The labor headache continued apace on Randall’s Island this morning, as Susanne Vielmetter arrived at her eponymous gallery to find Andrea Bowers’s much-discussed protest letters taken down and the entrance of her cube cordoned off by a white string. “I’m shocked,” she told Hyperallergic, “I never expected this would happen.” Though she says it isn’t clear who is responsible for this action, Vielmetter was particularly dismayed as she had spoken with Frieze co-head Matthew Slotover in the run up to the fair, and he had subsequently engaged both her and Andrea Bowers in a “long conversation” assuring her of the right to display the letters and clarifying the Frieze position that they are not in a labor dispute of any kind.
“We want to have the right for our artists to express their opinions freely,” Vielmetter continued, explaining that the letters were integral in establishing that “this is not just a historical piece from a distance.” Bowers’s work also appears at Milan’s Kaufman Repetto gallery, and her letter there remained unmolested, though it is significantly less prominent, standing alongside a single, smaller work. Julia Koropoulos of Kaufman Repetto affirmed that they hadn’t heard anything from Frieze about the matter and was surprised to learn that the letters, which she says had “generated a lot of discourse,” were taken down at Susanne Vielmetter’s space.
As her director of sales, Kevin Scholl, went to print more copies of the letter, Vielmetter explained that she had received “a lot of positive feedback yesterday, though there were a few negative reactions from people who don’t like unions.” She also said she had informed Bowers of the situation, but plans to hold off on complaining to Frieze unless the situation repeats itself tomorrow. Repeated requests for comment to Frieze and their PR firm, Black Frame, were not responded to by press time (see update below).
Meanwhile, a significantly smaller labor group than yesterday — members of the Carpenters’ Union — reprised their protest by the inflatable rat positioned at the south entrance.

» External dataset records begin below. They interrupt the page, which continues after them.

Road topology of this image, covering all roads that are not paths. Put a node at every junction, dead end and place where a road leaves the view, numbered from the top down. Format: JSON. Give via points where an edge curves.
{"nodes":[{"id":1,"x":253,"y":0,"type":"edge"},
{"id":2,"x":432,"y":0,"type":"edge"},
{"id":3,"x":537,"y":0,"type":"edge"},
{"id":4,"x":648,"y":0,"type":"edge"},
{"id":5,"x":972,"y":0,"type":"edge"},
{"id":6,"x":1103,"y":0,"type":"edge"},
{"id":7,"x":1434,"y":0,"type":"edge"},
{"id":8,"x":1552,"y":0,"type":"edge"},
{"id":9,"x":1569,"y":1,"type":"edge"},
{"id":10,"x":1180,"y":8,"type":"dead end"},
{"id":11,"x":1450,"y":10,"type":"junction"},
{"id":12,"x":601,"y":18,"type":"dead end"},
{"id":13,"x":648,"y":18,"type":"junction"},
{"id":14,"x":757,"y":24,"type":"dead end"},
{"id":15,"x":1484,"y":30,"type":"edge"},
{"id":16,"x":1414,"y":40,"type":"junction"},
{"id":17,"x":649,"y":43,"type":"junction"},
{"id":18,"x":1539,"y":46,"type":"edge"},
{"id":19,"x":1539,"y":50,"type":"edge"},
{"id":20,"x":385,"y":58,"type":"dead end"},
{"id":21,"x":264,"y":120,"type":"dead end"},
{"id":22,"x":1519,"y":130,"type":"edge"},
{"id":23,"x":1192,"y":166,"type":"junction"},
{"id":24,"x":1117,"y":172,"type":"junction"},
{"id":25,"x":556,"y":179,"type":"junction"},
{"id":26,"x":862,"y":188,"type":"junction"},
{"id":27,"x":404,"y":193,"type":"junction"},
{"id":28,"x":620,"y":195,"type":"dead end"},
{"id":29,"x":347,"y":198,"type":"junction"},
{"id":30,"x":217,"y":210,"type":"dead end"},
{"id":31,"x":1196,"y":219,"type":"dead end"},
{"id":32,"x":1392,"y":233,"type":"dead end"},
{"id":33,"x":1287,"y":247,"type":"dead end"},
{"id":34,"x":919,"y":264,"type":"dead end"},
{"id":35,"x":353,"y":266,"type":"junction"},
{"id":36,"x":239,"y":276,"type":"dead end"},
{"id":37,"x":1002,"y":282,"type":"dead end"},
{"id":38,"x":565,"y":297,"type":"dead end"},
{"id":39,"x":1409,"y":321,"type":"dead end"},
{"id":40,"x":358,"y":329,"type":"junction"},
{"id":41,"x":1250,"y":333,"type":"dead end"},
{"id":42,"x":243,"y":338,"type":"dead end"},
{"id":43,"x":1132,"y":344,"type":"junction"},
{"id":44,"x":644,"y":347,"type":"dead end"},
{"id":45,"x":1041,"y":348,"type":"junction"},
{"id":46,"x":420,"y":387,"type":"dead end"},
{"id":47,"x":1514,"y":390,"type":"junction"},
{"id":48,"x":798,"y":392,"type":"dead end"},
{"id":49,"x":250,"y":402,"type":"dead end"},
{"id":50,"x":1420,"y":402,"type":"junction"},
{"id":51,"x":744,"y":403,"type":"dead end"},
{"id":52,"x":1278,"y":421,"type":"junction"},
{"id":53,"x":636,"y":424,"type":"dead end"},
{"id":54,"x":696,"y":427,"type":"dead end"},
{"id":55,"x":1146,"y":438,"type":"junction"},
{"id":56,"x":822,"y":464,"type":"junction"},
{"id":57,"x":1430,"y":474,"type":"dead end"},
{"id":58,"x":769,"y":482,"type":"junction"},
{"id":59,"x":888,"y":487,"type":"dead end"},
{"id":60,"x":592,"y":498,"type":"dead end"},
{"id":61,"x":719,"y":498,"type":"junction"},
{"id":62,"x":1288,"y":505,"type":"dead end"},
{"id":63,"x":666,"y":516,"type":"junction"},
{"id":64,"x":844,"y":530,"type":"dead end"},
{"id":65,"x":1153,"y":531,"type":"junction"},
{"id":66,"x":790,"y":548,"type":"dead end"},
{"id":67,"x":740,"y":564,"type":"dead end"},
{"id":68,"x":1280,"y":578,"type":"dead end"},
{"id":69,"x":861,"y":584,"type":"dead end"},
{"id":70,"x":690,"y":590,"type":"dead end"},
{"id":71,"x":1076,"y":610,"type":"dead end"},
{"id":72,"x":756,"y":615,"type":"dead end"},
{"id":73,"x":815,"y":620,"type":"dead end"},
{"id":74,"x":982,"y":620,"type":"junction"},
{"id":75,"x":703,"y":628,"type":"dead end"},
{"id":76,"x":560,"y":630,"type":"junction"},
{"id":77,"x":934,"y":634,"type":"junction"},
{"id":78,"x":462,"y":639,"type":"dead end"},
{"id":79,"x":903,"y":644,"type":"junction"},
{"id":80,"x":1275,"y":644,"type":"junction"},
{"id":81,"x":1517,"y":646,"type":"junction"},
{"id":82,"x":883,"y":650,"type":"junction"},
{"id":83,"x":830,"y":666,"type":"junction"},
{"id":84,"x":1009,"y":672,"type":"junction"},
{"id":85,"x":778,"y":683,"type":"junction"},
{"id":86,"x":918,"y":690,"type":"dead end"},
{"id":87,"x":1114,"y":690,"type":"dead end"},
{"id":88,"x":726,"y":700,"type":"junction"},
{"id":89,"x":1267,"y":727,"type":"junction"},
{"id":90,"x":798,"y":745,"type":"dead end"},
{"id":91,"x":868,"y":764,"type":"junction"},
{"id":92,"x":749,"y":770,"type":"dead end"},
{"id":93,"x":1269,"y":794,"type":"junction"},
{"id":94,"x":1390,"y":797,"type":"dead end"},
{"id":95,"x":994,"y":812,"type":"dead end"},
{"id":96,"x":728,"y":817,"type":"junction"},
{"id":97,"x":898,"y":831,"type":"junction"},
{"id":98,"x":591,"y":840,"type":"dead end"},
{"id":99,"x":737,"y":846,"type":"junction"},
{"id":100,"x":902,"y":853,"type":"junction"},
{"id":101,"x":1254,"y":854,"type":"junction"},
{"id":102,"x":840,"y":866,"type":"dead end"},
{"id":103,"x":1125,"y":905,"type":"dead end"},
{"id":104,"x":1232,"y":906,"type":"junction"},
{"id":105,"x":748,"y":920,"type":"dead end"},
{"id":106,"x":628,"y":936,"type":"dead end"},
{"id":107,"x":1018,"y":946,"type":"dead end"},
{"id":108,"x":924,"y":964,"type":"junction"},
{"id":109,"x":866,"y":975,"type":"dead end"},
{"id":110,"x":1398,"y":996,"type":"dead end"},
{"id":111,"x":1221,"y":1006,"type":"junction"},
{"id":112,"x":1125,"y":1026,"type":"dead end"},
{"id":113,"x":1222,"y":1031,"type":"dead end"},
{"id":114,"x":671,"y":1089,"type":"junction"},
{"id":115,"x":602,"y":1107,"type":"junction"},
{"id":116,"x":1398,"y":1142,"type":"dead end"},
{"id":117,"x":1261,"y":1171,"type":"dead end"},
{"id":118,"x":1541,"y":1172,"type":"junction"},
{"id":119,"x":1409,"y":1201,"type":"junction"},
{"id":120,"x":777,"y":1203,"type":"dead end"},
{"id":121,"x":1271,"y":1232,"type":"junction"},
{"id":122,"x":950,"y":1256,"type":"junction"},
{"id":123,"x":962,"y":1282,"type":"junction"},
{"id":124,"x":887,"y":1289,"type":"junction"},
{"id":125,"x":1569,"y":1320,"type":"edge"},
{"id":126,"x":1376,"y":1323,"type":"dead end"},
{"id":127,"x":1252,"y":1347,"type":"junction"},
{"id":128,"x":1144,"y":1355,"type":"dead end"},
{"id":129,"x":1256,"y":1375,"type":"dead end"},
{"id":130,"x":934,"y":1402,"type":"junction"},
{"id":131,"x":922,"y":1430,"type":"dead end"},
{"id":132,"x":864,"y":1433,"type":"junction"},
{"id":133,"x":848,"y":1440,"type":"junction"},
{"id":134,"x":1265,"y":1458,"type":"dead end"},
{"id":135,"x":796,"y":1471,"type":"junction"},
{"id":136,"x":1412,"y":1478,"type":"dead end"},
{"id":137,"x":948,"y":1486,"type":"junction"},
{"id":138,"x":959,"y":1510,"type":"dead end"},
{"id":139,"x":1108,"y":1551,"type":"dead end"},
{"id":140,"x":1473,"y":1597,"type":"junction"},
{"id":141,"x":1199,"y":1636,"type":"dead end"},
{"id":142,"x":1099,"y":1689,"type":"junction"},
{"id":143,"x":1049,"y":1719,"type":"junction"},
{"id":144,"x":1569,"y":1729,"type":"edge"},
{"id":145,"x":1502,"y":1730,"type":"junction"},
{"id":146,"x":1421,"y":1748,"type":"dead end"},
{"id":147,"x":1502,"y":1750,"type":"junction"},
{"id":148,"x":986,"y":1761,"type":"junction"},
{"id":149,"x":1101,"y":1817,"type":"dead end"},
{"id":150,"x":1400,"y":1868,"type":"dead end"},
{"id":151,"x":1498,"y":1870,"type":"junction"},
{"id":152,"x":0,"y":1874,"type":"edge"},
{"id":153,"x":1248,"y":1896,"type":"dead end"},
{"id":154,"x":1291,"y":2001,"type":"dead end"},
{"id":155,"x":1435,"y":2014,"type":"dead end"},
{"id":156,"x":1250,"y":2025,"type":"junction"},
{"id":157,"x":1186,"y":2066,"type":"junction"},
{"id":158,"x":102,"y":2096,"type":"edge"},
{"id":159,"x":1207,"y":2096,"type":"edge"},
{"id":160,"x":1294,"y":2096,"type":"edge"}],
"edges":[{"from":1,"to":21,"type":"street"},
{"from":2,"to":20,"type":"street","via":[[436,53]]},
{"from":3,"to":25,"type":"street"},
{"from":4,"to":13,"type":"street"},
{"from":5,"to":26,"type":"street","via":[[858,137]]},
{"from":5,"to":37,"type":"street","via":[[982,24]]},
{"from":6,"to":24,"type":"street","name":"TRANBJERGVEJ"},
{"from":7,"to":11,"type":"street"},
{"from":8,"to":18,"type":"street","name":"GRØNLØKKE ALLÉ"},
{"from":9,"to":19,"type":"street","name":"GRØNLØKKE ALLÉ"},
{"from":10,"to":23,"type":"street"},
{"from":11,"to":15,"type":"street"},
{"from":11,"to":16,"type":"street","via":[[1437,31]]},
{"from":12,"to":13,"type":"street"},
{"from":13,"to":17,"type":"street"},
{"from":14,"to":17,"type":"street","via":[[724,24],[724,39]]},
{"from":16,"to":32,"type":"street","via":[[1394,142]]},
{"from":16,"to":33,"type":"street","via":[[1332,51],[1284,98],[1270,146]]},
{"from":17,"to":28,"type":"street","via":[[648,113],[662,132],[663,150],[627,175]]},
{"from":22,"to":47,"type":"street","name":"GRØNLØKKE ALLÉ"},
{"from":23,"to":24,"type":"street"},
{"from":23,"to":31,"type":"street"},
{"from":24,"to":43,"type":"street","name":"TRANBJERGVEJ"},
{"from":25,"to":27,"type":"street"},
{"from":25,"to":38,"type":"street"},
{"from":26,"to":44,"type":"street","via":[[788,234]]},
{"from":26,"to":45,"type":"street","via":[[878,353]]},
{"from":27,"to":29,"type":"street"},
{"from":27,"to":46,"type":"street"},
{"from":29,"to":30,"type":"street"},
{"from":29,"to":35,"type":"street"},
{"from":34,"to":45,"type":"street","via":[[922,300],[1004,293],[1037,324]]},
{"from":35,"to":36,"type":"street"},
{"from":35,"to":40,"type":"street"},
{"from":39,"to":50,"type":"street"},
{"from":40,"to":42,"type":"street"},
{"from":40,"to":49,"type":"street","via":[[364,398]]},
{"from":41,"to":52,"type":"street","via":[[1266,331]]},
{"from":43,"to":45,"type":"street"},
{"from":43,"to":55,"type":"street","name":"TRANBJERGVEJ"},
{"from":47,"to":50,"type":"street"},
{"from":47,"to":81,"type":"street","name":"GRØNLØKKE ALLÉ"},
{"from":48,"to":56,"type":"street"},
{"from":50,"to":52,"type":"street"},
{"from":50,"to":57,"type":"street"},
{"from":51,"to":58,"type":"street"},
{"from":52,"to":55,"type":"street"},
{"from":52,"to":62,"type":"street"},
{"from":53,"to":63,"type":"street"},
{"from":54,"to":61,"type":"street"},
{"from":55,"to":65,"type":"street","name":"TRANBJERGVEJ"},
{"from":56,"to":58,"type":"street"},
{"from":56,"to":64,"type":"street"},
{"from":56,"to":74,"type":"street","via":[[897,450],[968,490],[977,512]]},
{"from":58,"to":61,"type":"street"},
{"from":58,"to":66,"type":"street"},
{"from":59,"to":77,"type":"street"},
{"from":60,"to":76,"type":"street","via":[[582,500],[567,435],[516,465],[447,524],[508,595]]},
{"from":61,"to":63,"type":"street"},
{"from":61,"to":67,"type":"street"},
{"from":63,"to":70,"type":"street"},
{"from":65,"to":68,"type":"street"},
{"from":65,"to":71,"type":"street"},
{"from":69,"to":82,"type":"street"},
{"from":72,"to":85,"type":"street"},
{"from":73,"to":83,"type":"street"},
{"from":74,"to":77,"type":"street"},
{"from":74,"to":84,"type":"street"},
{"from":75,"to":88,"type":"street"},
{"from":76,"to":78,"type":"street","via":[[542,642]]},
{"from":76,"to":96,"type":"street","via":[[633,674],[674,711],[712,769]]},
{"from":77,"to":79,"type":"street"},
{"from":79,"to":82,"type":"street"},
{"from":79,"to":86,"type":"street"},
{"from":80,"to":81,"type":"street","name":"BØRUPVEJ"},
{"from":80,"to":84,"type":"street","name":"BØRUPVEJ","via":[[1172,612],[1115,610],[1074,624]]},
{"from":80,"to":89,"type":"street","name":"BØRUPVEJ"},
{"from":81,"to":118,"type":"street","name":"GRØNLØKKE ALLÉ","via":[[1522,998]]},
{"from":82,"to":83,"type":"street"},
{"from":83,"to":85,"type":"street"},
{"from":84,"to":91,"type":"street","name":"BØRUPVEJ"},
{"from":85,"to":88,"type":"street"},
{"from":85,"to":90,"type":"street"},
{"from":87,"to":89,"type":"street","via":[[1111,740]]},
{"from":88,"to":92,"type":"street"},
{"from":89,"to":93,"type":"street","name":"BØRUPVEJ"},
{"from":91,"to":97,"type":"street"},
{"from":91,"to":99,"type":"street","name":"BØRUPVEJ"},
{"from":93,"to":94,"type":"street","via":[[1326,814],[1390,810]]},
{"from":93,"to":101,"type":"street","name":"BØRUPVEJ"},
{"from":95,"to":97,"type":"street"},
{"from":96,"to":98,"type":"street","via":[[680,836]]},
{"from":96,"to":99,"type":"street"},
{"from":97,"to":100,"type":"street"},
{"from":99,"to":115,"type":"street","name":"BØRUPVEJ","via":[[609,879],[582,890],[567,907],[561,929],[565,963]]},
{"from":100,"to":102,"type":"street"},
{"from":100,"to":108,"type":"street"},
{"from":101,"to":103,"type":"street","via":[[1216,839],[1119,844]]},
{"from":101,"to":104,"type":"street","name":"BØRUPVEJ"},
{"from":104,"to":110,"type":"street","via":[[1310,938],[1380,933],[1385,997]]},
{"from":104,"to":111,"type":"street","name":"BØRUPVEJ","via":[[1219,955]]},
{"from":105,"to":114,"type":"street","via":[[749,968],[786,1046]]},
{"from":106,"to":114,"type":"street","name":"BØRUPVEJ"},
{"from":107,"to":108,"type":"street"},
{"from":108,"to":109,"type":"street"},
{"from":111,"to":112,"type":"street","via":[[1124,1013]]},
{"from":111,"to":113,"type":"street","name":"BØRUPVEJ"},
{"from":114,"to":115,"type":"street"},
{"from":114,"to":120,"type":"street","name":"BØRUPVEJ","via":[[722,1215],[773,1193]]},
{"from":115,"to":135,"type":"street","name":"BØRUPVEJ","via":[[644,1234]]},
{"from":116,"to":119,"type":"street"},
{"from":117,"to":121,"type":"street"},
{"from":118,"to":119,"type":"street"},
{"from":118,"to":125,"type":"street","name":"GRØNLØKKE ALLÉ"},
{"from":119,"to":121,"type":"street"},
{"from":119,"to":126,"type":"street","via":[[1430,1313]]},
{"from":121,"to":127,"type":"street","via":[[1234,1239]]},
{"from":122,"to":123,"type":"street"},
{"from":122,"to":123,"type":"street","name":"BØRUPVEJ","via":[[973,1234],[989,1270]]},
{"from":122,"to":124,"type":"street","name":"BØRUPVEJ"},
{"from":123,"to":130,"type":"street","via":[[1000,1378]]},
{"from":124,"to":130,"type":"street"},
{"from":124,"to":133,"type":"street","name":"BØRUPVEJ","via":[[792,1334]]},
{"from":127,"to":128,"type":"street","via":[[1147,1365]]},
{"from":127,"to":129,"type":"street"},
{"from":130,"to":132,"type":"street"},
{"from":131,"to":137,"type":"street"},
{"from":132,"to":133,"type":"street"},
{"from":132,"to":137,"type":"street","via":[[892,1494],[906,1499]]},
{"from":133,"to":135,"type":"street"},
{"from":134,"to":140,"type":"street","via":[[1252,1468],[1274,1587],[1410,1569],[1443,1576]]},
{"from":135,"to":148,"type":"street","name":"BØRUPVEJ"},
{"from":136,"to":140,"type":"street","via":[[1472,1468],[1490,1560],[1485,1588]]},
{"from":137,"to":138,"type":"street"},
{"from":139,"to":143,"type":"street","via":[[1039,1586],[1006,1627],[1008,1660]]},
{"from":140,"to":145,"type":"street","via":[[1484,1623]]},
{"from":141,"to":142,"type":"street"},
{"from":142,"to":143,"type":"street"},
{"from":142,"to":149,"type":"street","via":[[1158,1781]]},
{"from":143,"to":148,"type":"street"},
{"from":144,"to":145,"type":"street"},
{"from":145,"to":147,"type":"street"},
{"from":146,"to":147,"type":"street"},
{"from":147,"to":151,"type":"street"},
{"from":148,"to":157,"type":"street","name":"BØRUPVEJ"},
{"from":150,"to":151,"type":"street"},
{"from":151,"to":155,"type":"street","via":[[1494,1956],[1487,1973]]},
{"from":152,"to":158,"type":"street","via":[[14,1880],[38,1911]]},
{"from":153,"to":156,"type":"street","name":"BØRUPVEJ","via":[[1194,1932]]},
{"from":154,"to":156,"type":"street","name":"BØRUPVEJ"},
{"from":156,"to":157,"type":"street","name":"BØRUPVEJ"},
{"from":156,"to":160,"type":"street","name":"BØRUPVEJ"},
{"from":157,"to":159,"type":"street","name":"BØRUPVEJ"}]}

UPDATE (3:13 pm EST): Frieze Head of Public Relations Belinda Bowring has just sent Hyperallergic this exclusive statement on the matter:
Frieze wants to reassure you that we would never remove any works from a gallery’s booth and respect Andrea Bowers’ opinion. After investigating the issue it seems that a member of the security team mistakenly removed the statements, and we are now in conversation Susanne Vielmetter to apologize for this error. Sometimes booths are cordened off at night for the cleaning team, this is standard practice, and is in no way is related to the content of the booth. Frieze would never intentionally censor an artist’s work.